Credit Risk Retention
The Risk Retention Certificates were sold to the Retaining Party for $57,137,584.25 (representing 5.003% of the fair value of all Classes of Regular Certificates (as defined in the Pooling and Servicing Agreement), based on actual sale prices and finalized tranche sizes) pursuant to the Credit Risk Retention Agreement. The Retaining Sponsor is required to retain an eligible horizontal residual interest with a fair value as of the Closing Date of at least $57,099,629 (representing 5.00% of the aggregate fair value of all the Classes of Regular Certificates), excluding accrued interest.
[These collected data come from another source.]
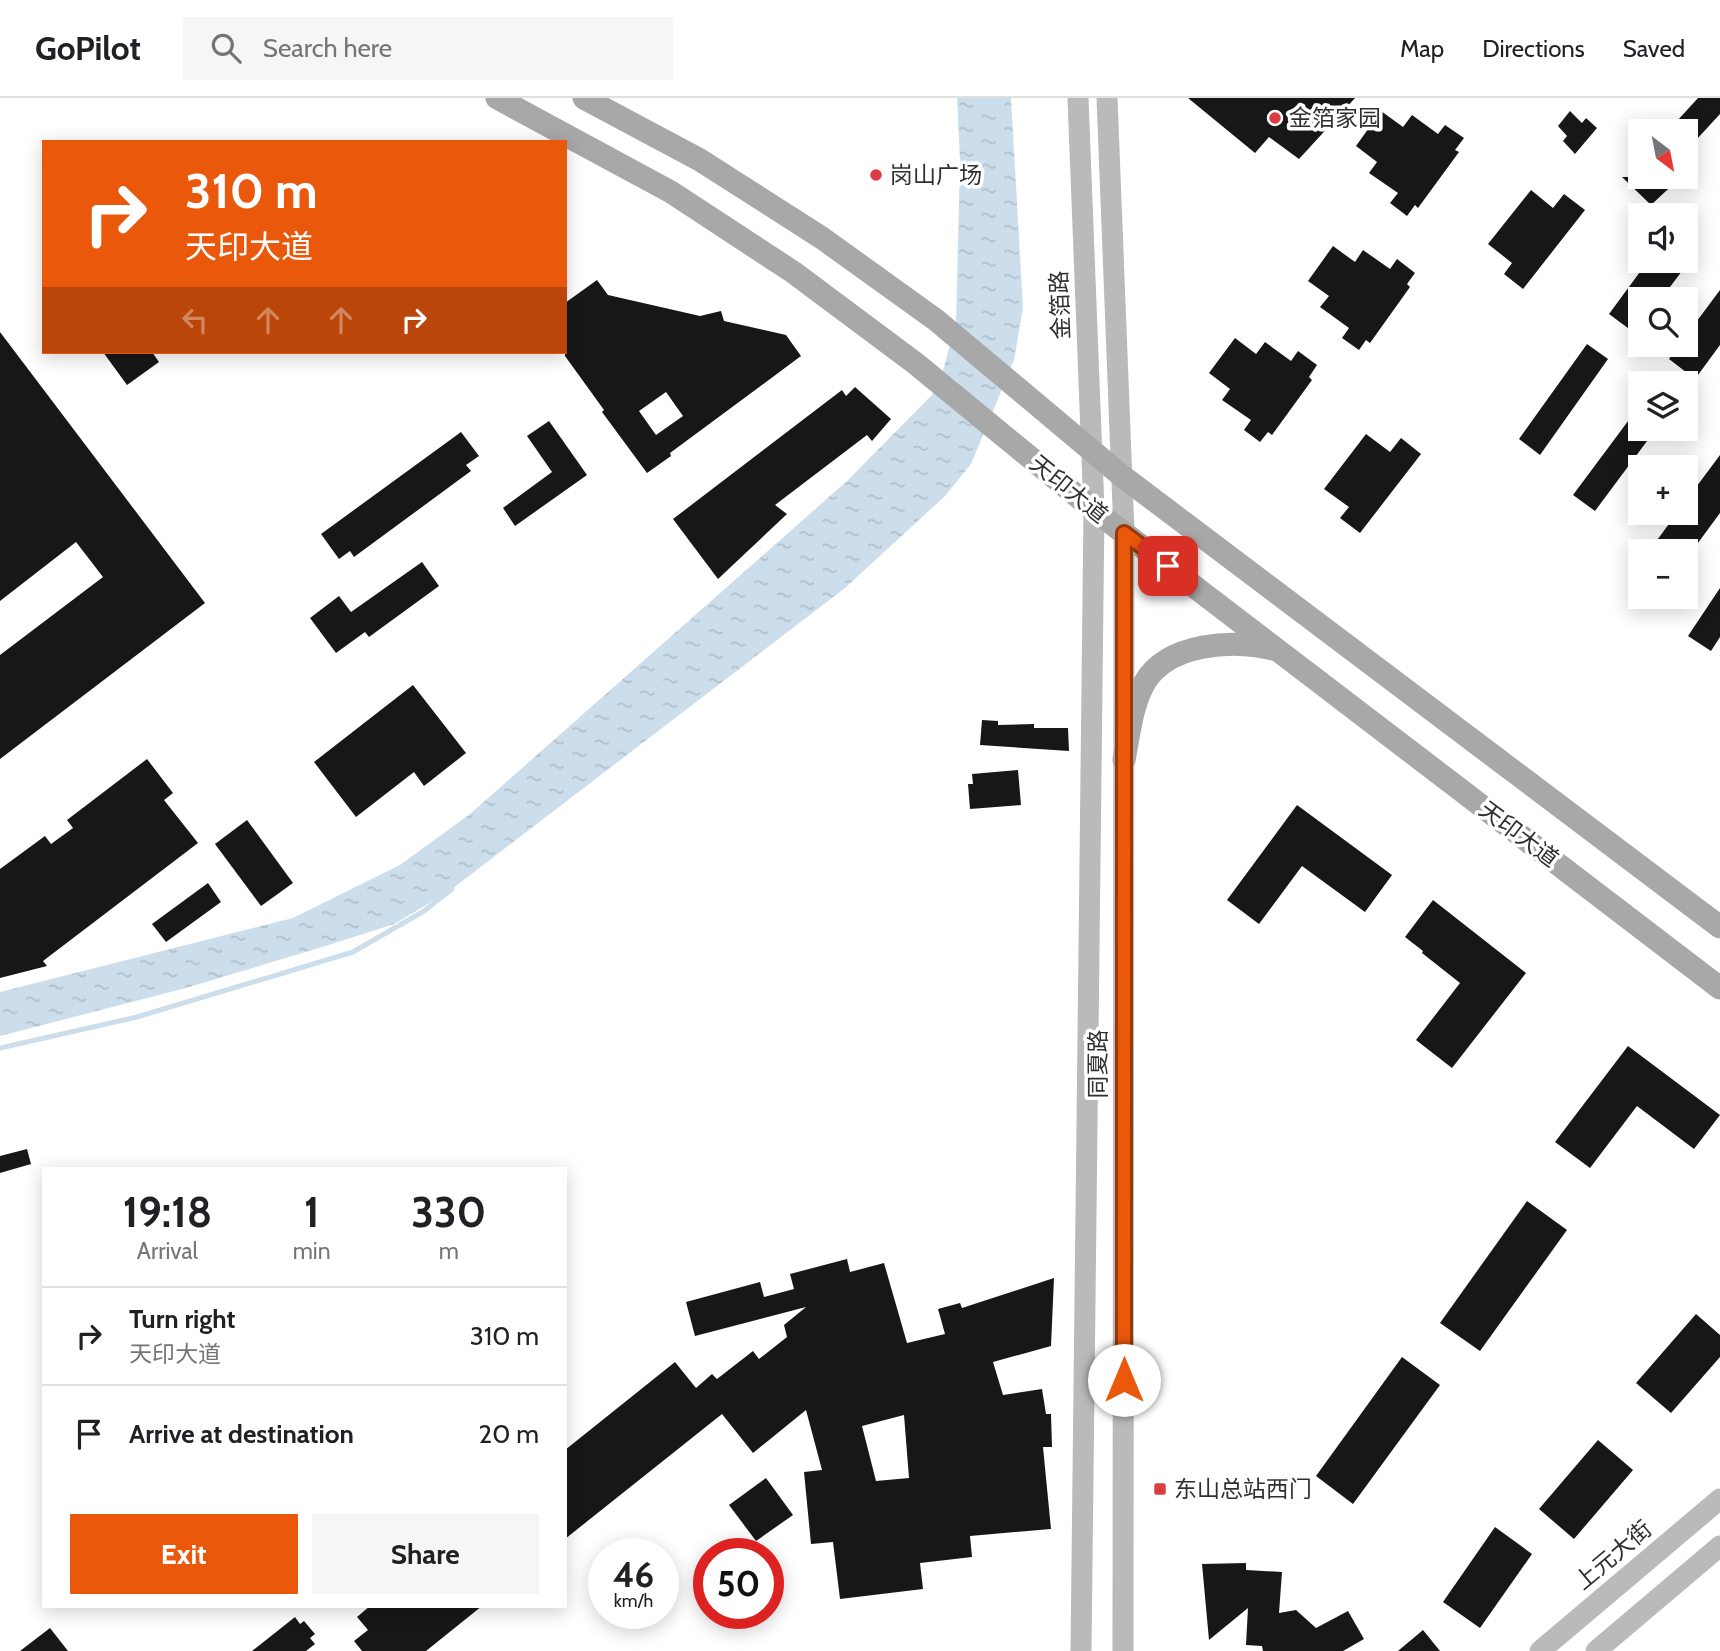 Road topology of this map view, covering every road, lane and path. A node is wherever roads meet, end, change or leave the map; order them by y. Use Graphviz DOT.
graph roads {
  1 [pos="497,98"];
  2 [pos="584,98"];
  3 [pos="1079,98"];
  4 [pos="1107,98"];
  5 [pos="1092,451"];
  6 [pos="1122,476"];
  7 [pos="1094,510"];
  8 [pos="1124,533"];
  9 [pos="1278,650"];
  10 [pos="1124,760"];
  11 [pos="1720,927"];
  12 [pos="1720,988"];
  13 [pos="1720,1499"];
  14 [pos="1720,1546"];
  15 [pos="1081,1651"];
  16 [pos="1123,1651"];
  17 [pos="1540,1651"];
  18 [pos="1596,1651"];
  1 -- 7 [label="main road, 天印大道"];
  2 -- 5 [label="main road, 天印大道"];
  3 -- 5 [label="main road, 金箔路"];
  4 -- 6 [label="main road"];
  5 -- 6 [label="main road, 天印大道"];
  5 -- 7 [label="main road, 金箔路"];
  6 -- 8 [label="main road, 同夏路"];
  6 -- 11 [label="main road, 天印大道"];
  7 -- 8 [label="main road, 天印大道"];
  7 -- 15 [label="main road, 同夏路"];
  8 -- 9 [label="main road, 天印大道"];
  8 -- 10 [label="main road, 同夏路"];
  9 -- 10 [label="main road"];
  9 -- 12 [label="main road, 天印大道"];
  10 -- 16 [label="main road, 同夏路"];
  13 -- 17 [label="main road, 上元大街"];
  14 -- 18 [label="main road"];
}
There are no material differences between (a) the valuation methodology or any of the key inputs and assumptions that were used in calculating the fair value or range of fair values disclosed in the preliminary prospectus dated May 17, 2017 and as filed with the Securities and Exchange Commission on May 17, 2017 under the heading “Credit Risk Retention” prior to the pricing of the certificates and (b) the valuation methodology or the key inputs and assumptions that were used in calculating the fair value set forth above in this paragraph.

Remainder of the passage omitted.